Work to be completed: Each record that follows must be printed exactly as given.

──────── Record excerpts ────────

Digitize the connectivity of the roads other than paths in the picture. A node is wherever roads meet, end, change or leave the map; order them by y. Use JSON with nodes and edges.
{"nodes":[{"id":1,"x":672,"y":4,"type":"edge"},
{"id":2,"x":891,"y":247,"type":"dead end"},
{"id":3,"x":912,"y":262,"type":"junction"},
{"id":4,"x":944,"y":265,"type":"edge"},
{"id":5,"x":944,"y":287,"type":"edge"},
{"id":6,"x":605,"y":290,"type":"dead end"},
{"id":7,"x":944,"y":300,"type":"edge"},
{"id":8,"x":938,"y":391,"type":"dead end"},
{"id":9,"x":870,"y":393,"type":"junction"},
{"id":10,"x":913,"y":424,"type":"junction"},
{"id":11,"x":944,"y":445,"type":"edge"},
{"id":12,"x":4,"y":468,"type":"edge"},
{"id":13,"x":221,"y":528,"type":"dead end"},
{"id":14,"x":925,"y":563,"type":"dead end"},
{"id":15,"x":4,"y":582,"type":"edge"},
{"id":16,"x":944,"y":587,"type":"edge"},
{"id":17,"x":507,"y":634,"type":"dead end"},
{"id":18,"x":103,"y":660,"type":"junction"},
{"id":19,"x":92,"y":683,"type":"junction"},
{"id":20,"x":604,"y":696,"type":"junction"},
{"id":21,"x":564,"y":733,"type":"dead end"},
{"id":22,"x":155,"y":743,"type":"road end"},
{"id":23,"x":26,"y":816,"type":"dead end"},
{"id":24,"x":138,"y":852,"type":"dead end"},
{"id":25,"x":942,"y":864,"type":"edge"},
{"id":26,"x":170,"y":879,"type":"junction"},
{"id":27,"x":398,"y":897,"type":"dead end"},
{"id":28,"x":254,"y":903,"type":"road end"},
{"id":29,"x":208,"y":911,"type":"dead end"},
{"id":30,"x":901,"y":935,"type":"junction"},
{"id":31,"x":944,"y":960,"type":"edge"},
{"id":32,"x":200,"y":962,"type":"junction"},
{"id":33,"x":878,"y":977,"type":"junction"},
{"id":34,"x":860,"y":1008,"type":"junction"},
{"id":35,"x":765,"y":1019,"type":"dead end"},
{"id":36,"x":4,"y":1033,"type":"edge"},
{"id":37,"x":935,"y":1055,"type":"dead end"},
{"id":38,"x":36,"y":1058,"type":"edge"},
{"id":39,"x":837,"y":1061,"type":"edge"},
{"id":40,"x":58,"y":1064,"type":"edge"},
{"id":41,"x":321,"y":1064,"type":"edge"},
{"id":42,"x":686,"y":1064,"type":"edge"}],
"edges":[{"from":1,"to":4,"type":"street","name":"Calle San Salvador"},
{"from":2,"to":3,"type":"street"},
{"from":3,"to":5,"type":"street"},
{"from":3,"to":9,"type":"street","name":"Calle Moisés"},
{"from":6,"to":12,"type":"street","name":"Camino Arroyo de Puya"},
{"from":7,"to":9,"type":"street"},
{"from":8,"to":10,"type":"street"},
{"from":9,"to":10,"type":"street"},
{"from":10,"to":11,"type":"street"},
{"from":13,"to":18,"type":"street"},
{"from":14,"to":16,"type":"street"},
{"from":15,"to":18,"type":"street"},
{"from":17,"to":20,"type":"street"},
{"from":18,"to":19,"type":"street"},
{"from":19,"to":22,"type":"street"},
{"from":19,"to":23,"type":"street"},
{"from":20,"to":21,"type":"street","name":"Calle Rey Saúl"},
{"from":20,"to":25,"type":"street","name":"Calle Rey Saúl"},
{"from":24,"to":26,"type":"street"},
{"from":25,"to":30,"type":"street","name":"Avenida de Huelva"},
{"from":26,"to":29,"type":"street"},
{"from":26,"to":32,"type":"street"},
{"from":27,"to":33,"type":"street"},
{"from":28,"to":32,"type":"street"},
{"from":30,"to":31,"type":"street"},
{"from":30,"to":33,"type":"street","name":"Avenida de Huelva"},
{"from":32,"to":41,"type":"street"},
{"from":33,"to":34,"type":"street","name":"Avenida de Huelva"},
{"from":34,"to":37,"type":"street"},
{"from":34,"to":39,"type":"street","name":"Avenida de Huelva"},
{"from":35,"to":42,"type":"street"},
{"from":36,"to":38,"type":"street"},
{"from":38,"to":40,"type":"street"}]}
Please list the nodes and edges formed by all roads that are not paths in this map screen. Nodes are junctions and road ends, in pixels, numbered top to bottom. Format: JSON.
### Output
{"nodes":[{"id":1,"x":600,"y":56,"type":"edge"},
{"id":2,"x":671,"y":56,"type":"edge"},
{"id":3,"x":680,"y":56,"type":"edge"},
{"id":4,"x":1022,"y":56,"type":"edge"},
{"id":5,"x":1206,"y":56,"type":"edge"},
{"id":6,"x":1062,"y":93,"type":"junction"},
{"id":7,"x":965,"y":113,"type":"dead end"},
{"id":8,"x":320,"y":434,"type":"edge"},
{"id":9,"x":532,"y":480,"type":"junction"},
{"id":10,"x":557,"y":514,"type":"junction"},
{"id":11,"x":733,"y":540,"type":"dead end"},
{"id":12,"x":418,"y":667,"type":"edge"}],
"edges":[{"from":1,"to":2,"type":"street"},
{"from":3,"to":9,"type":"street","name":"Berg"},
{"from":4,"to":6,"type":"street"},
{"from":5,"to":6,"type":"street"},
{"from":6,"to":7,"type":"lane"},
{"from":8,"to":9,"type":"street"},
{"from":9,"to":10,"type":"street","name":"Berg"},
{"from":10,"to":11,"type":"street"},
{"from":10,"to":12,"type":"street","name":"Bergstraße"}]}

────────

Your response:
Digitize the connectivity of the roads other than paths in the picture. A node is wherever roads meet, end, change or leave the map; order them by y. Use JSON with nodes and edges.
{"nodes":[{"id":1,"x":672,"y":4,"type":"edge"},
{"id":2,"x":891,"y":247,"type":"dead end"},
{"id":3,"x":912,"y":262,"type":"junction"},
{"id":4,"x":944,"y":265,"type":"edge"},
{"id":5,"x":944,"y":287,"type":"edge"},
{"id":6,"x":605,"y":290,"type":"dead end"},
{"id":7,"x":944,"y":300,"type":"edge"},
{"id":8,"x":938,"y":391,"type":"dead end"},
{"id":9,"x":870,"y":393,"type":"junction"},
{"id":10,"x":913,"y":424,"type":"junction"},
{"id":11,"x":944,"y":445,"type":"edge"},
{"id":12,"x":4,"y":468,"type":"edge"},
{"id":13,"x":221,"y":528,"type":"dead end"},
{"id":14,"x":925,"y":563,"type":"dead end"},
{"id":15,"x":4,"y":582,"type":"edge"},
{"id":16,"x":944,"y":587,"type":"edge"},
{"id":17,"x":507,"y":634,"type":"dead end"},
{"id":18,"x":103,"y":660,"type":"junction"},
{"id":19,"x":92,"y":683,"type":"junction"},
{"id":20,"x":604,"y":696,"type":"junction"},
{"id":21,"x":564,"y":733,"type":"dead end"},
{"id":22,"x":155,"y":743,"type":"road end"},
{"id":23,"x":26,"y":816,"type":"dead end"},
{"id":24,"x":138,"y":852,"type":"dead end"},
{"id":25,"x":942,"y":864,"type":"edge"},
{"id":26,"x":170,"y":879,"type":"junction"},
{"id":27,"x":398,"y":897,"type":"dead end"},
{"id":28,"x":254,"y":903,"type":"road end"},
{"id":29,"x":208,"y":911,"type":"dead end"},
{"id":30,"x":901,"y":935,"type":"junction"},
{"id":31,"x":944,"y":960,"type":"edge"},
{"id":32,"x":200,"y":962,"type":"junction"},
{"id":33,"x":878,"y":977,"type":"junction"},
{"id":34,"x":860,"y":1008,"type":"junction"},
{"id":35,"x":765,"y":1019,"type":"dead end"},
{"id":36,"x":4,"y":1033,"type":"edge"},
{"id":37,"x":935,"y":1055,"type":"dead end"},
{"id":38,"x":36,"y":1058,"type":"edge"},
{"id":39,"x":837,"y":1061,"type":"edge"},
{"id":40,"x":58,"y":1064,"type":"edge"},
{"id":41,"x":321,"y":1064,"type":"edge"},
{"id":42,"x":686,"y":1064,"type":"edge"}],
"edges":[{"from":1,"to":4,"type":"street","name":"Calle San Salvador"},
{"from":2,"to":3,"type":"street"},
{"from":3,"to":5,"type":"street"},
{"from":3,"to":9,"type":"street","name":"Calle Moisés"},
{"from":6,"to":12,"type":"street","name":"Camino Arroyo de Puya"},
{"from":7,"to":9,"type":"street"},
{"from":8,"to":10,"type":"street"},
{"from":9,"to":10,"type":"street"},
{"from":10,"to":11,"type":"street"},
{"from":13,"to":18,"type":"street"},
{"from":14,"to":16,"type":"street"},
{"from":15,"to":18,"type":"street"},
{"from":17,"to":20,"type":"street"},
{"from":18,"to":19,"type":"street"},
{"from":19,"to":22,"type":"street"},
{"from":19,"to":23,"type":"street"},
{"from":20,"to":21,"type":"street","name":"Calle Rey Saúl"},
{"from":20,"to":25,"type":"street","name":"Calle Rey Saúl"},
{"from":24,"to":26,"type":"street"},
{"from":25,"to":30,"type":"street","name":"Avenida de Huelva"},
{"from":26,"to":29,"type":"street"},
{"from":26,"to":32,"type":"street"},
{"from":27,"to":33,"type":"street"},
{"from":28,"to":32,"type":"street"},
{"from":30,"to":31,"type":"street"},
{"from":30,"to":33,"type":"street","name":"Avenida de Huelva"},
{"from":32,"to":41,"type":"street"},
{"from":33,"to":34,"type":"street","name":"Avenida de Huelva"},
{"from":34,"to":37,"type":"street"},
{"from":34,"to":39,"type":"street","name":"Avenida de Huelva"},
{"from":35,"to":42,"type":"street"},
{"from":36,"to":38,"type":"street"},
{"from":38,"to":40,"type":"street"}]}
Please list the nodes and edges formed by all roads that are not paths in this map screen. Nodes are junctions and road ends, in pixels, numbered top to bottom. Format: JSON.
### Output
{"nodes":[{"id":1,"x":600,"y":56,"type":"edge"},
{"id":2,"x":671,"y":56,"type":"edge"},
{"id":3,"x":680,"y":56,"type":"edge"},
{"id":4,"x":1022,"y":56,"type":"edge"},
{"id":5,"x":1206,"y":56,"type":"edge"},
{"id":6,"x":1062,"y":93,"type":"junction"},
{"id":7,"x":965,"y":113,"type":"dead end"},
{"id":8,"x":320,"y":434,"type":"edge"},
{"id":9,"x":532,"y":480,"type":"junction"},
{"id":10,"x":557,"y":514,"type":"junction"},
{"id":11,"x":733,"y":540,"type":"dead end"},
{"id":12,"x":418,"y":667,"type":"edge"}],
"edges":[{"from":1,"to":2,"type":"street"},
{"from":3,"to":9,"type":"street","name":"Berg"},
{"from":4,"to":6,"type":"street"},
{"from":5,"to":6,"type":"street"},
{"from":6,"to":7,"type":"lane"},
{"from":8,"to":9,"type":"street"},
{"from":9,"to":10,"type":"street","name":"Berg"},
{"from":10,"to":11,"type":"street"},
{"from":10,"to":12,"type":"street","name":"Bergstraße"}]}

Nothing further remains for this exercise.